WHAT IS NEEDED | Go through the records, and copy each line in which the string "Bandeirante" is present.

EXCERPTED RECORDS |
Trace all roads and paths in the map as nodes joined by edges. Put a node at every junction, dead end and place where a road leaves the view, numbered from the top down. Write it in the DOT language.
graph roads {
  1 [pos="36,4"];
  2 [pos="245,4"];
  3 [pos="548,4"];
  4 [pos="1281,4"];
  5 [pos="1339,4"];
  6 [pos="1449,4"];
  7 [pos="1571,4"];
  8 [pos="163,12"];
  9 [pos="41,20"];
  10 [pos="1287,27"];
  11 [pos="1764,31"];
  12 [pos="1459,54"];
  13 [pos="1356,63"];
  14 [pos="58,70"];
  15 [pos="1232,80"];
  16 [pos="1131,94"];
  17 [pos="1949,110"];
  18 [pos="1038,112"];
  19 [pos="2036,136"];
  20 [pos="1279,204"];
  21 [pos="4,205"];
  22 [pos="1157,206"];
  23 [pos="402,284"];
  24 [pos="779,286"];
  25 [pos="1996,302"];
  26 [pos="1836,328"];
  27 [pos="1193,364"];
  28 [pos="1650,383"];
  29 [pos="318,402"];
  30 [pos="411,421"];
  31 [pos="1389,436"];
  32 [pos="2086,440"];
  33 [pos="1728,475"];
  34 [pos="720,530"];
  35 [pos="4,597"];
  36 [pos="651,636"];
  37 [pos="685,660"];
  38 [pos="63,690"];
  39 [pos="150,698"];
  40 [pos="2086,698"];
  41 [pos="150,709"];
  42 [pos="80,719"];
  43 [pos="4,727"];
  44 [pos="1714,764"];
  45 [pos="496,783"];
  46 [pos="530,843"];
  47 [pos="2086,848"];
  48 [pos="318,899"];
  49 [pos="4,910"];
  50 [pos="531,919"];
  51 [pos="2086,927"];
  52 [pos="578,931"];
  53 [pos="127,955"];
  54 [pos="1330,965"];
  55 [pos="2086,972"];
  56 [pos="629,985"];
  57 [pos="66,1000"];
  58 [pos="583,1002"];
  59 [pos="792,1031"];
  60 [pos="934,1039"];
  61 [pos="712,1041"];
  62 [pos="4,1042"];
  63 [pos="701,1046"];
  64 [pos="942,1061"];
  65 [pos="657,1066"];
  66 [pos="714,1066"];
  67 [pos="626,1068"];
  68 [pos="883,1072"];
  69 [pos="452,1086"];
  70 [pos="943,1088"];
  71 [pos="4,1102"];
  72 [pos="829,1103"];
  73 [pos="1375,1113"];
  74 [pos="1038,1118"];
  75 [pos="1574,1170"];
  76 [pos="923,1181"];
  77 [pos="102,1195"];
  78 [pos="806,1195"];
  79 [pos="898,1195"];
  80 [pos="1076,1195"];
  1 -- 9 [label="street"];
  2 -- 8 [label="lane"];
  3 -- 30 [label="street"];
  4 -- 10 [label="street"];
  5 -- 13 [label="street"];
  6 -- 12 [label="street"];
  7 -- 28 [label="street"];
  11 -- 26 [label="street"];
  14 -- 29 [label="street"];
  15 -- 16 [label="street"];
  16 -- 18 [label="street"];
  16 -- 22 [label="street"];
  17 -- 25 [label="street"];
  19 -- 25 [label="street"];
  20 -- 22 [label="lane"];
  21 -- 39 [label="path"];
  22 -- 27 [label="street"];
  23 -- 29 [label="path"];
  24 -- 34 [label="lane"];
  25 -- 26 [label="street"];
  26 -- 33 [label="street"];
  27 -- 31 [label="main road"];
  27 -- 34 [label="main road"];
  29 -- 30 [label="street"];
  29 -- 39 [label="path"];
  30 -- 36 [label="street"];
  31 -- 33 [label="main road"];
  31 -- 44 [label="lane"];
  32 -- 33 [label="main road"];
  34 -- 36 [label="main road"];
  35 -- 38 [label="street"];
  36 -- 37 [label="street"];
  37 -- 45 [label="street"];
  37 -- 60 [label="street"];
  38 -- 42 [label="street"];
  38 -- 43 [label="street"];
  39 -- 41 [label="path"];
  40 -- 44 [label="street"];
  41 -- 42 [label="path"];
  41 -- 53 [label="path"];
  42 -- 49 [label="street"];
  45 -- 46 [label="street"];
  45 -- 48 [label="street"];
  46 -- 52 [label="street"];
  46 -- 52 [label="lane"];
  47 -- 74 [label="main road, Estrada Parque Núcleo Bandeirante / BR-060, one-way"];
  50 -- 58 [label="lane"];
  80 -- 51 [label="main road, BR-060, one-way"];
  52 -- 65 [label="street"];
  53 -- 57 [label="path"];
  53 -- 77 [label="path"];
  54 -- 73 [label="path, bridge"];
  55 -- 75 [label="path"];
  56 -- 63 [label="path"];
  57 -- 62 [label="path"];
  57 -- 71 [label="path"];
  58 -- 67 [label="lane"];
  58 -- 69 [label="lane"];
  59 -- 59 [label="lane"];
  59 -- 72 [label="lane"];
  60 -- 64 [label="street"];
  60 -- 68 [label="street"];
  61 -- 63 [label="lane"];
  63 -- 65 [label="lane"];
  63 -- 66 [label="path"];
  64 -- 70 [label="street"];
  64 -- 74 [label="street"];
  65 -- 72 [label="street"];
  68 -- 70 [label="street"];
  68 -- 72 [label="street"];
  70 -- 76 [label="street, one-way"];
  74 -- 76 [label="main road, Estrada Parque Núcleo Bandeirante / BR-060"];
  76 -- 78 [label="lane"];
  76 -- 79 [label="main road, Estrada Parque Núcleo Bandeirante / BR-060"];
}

TASK ANSWER |
  47 -- 74 [label="main road, Estrada Parque Núcleo Bandeirante / BR-060, one-way"];
  74 -- 76 [label="main road, Estrada Parque Núcleo Bandeirante / BR-060"];
  76 -- 79 [label="main road, Estrada Parque Núcleo Bandeirante / BR-060"];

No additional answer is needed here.